Saved data entries:
Segment Open
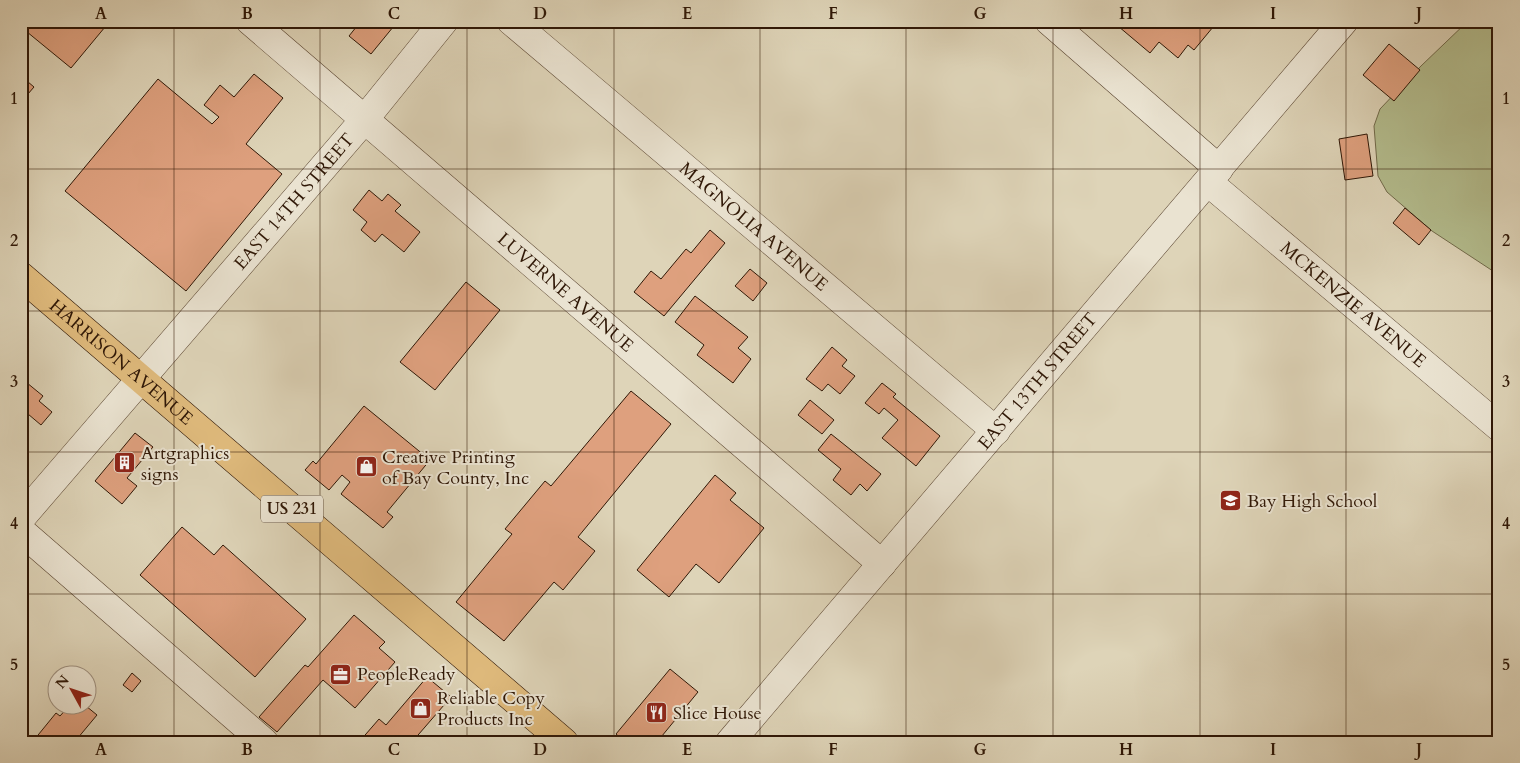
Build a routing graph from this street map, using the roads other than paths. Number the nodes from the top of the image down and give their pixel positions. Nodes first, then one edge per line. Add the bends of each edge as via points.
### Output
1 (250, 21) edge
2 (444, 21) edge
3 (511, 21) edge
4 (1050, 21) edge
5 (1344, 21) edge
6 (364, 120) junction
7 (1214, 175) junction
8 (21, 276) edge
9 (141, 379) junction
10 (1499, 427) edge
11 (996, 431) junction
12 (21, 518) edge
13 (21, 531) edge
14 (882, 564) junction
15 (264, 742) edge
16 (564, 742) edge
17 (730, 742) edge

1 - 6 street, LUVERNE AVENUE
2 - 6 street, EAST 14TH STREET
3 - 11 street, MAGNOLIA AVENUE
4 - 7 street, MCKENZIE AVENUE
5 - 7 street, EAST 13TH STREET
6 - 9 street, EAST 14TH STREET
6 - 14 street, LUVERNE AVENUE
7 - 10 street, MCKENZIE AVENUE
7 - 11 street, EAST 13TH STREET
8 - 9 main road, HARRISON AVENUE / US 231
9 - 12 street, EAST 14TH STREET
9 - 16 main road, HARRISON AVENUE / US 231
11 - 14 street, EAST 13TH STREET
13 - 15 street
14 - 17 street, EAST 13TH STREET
Segment Closed
Exercise objective: Drop every picture and repeat the rest of the entries exactly.

Answer section:
Build a routing graph from this street map, using the roads other than paths. Number the nodes from the top of the image down and give their pixel positions. Nodes first, then one edge per line. Add the bends of each edge as via points.
### Output
1 (250, 21) edge
2 (444, 21) edge
3 (511, 21) edge
4 (1050, 21) edge
5 (1344, 21) edge
6 (364, 120) junction
7 (1214, 175) junction
8 (21, 276) edge
9 (141, 379) junction
10 (1499, 427) edge
11 (996, 431) junction
12 (21, 518) edge
13 (21, 531) edge
14 (882, 564) junction
15 (264, 742) edge
16 (564, 742) edge
17 (730, 742) edge

1 - 6 street, LUVERNE AVENUE
2 - 6 street, EAST 14TH STREET
3 - 11 street, MAGNOLIA AVENUE
4 - 7 street, MCKENZIE AVENUE
5 - 7 street, EAST 13TH STREET
6 - 9 street, EAST 14TH STREET
6 - 14 street, LUVERNE AVENUE
7 - 10 street, MCKENZIE AVENUE
7 - 11 street, EAST 13TH STREET
8 - 9 main road, HARRISON AVENUE / US 231
9 - 12 street, EAST 14TH STREET
9 - 16 main road, HARRISON AVENUE / US 231
11 - 14 street, EAST 13TH STREET
13 - 15 street
14 - 17 street, EAST 13TH STREET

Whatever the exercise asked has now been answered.